(Data for analysis)

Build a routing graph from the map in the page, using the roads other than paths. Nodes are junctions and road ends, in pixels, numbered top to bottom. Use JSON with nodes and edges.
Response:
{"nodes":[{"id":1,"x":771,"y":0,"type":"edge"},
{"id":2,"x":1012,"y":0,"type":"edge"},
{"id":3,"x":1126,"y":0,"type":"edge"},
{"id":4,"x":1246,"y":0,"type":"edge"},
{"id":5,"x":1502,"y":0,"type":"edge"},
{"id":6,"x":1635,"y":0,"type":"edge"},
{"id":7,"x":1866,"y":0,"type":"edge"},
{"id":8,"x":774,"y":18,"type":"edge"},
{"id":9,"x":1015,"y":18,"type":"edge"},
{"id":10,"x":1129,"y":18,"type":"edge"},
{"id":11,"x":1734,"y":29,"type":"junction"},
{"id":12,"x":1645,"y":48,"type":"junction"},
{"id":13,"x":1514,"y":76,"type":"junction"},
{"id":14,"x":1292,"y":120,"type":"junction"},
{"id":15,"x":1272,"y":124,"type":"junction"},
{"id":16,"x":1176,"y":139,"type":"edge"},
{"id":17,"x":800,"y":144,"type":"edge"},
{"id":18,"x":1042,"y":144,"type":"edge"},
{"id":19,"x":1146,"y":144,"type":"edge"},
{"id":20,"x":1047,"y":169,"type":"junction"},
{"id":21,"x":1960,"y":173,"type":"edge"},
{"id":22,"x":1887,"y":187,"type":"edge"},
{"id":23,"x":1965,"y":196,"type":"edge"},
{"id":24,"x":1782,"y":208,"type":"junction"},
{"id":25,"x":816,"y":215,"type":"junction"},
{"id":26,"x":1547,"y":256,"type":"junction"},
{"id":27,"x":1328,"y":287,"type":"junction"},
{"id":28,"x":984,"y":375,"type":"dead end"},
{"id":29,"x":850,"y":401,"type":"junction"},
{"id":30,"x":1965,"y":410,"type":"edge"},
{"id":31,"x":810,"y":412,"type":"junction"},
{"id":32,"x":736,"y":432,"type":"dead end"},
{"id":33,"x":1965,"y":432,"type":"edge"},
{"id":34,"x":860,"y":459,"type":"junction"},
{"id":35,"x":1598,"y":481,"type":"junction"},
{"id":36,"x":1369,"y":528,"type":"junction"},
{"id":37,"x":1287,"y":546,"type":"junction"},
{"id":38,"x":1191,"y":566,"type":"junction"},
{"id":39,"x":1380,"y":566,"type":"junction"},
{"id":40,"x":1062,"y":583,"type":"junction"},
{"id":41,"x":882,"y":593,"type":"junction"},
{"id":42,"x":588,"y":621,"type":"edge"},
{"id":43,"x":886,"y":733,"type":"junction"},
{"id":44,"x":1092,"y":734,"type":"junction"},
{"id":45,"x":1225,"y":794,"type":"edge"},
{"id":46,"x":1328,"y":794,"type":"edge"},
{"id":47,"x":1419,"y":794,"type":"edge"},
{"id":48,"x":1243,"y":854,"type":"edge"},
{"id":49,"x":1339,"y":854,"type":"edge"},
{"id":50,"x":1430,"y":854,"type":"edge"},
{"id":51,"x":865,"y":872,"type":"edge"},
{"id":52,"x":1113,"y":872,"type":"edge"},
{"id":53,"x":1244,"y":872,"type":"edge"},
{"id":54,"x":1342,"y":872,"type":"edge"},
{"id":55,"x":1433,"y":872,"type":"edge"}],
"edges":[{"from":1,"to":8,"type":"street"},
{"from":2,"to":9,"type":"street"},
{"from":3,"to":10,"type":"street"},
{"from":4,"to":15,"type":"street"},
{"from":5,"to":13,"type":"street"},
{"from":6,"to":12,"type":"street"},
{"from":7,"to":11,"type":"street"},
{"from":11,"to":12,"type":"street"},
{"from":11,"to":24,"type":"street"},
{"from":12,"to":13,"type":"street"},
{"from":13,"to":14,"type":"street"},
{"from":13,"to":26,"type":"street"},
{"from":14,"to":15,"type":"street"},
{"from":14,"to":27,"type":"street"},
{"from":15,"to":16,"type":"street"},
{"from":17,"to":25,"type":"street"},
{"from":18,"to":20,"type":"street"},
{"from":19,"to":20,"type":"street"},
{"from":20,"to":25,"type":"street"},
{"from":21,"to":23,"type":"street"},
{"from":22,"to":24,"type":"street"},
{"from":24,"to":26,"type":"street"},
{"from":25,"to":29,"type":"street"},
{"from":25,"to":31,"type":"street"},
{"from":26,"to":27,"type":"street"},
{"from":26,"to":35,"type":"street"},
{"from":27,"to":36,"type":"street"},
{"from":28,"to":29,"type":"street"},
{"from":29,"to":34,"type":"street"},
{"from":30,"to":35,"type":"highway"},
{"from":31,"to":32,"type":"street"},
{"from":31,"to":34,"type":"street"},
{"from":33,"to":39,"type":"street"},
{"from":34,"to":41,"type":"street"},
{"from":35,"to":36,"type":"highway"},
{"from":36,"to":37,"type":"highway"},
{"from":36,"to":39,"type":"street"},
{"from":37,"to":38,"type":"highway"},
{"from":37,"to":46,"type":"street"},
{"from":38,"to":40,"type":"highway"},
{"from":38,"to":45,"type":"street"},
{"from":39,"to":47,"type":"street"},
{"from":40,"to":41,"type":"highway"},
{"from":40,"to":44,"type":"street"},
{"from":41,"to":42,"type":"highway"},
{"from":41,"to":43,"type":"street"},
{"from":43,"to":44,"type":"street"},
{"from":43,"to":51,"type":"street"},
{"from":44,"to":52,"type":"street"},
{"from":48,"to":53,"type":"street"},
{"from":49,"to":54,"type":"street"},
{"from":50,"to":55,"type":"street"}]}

(End Data for analysis)
(Data for analysis)

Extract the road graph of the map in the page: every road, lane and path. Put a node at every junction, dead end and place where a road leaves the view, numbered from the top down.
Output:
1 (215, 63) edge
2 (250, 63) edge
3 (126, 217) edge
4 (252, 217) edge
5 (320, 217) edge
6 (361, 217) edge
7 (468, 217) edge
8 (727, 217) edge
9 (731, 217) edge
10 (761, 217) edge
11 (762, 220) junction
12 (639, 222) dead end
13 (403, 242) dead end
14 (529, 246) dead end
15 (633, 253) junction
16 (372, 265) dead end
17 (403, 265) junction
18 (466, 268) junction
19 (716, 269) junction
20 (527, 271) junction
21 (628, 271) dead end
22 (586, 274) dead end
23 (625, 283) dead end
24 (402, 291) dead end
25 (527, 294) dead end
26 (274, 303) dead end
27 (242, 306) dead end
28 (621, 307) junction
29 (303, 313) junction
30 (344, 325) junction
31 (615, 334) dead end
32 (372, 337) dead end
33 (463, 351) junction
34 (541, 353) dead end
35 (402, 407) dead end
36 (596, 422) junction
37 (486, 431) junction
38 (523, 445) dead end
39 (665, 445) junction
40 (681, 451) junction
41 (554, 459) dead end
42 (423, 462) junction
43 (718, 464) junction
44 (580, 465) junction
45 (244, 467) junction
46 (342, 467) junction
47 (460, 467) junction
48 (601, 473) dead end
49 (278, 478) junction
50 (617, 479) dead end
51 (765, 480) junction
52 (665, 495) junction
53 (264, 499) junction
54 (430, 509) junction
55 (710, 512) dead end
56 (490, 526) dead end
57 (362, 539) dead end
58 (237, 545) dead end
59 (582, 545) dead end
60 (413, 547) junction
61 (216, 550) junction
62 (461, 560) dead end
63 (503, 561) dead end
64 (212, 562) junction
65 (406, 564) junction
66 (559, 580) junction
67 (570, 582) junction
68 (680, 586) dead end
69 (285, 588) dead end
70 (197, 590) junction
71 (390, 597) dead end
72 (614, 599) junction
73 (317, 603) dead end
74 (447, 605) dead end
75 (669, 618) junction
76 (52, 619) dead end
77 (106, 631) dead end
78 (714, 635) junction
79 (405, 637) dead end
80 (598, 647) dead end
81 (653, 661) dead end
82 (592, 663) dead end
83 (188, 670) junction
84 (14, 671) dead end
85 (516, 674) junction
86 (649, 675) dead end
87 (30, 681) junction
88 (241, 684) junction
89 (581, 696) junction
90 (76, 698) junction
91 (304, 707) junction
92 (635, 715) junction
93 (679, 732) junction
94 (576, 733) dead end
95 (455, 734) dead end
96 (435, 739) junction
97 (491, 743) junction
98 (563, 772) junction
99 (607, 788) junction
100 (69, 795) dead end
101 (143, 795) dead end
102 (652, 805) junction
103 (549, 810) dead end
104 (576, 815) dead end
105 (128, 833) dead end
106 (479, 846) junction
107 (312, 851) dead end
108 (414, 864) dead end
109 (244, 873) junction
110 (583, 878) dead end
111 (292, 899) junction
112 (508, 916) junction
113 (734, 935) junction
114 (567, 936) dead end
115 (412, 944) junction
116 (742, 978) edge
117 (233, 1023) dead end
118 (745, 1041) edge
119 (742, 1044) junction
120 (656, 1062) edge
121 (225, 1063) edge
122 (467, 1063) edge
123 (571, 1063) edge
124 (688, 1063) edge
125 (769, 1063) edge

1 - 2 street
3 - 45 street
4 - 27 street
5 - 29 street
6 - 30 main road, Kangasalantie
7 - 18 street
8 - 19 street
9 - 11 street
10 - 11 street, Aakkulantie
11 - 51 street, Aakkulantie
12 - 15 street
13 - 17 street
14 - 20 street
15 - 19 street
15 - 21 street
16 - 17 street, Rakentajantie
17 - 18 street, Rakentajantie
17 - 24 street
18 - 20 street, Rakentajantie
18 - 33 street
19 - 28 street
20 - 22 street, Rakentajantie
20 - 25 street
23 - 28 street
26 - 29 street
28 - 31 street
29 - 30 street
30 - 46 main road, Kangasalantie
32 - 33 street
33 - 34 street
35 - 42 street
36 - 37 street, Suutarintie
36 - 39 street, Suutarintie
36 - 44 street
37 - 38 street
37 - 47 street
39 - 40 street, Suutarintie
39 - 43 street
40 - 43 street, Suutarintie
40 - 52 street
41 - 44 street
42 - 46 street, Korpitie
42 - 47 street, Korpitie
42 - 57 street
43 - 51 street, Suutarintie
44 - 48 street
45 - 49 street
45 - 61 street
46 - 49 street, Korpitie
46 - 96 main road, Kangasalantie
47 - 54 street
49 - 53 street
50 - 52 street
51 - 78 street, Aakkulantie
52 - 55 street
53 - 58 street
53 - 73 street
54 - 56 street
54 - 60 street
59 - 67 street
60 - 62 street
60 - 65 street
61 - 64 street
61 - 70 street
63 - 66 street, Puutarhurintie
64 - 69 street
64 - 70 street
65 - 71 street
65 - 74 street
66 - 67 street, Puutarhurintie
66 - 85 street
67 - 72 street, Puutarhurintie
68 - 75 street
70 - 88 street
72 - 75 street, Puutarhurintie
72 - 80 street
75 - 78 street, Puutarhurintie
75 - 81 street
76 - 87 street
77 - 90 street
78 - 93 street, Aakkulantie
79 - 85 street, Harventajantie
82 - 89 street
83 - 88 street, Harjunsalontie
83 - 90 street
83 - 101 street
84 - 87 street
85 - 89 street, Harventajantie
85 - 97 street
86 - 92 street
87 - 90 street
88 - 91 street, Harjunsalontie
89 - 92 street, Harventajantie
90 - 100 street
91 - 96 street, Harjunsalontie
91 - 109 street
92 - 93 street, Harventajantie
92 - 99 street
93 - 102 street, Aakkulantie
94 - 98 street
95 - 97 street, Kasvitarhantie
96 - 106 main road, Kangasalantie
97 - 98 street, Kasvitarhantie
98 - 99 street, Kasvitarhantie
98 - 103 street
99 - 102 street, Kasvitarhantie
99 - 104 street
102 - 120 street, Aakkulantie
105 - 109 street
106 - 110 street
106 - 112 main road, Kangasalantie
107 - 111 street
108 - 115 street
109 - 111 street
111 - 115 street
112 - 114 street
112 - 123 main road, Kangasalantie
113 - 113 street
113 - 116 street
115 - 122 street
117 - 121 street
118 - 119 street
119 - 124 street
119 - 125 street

(End Data for analysis)

Copy each line above that contains the word "Korpitie".

42 - 46 street, Korpitie
42 - 47 street, Korpitie
46 - 49 street, Korpitie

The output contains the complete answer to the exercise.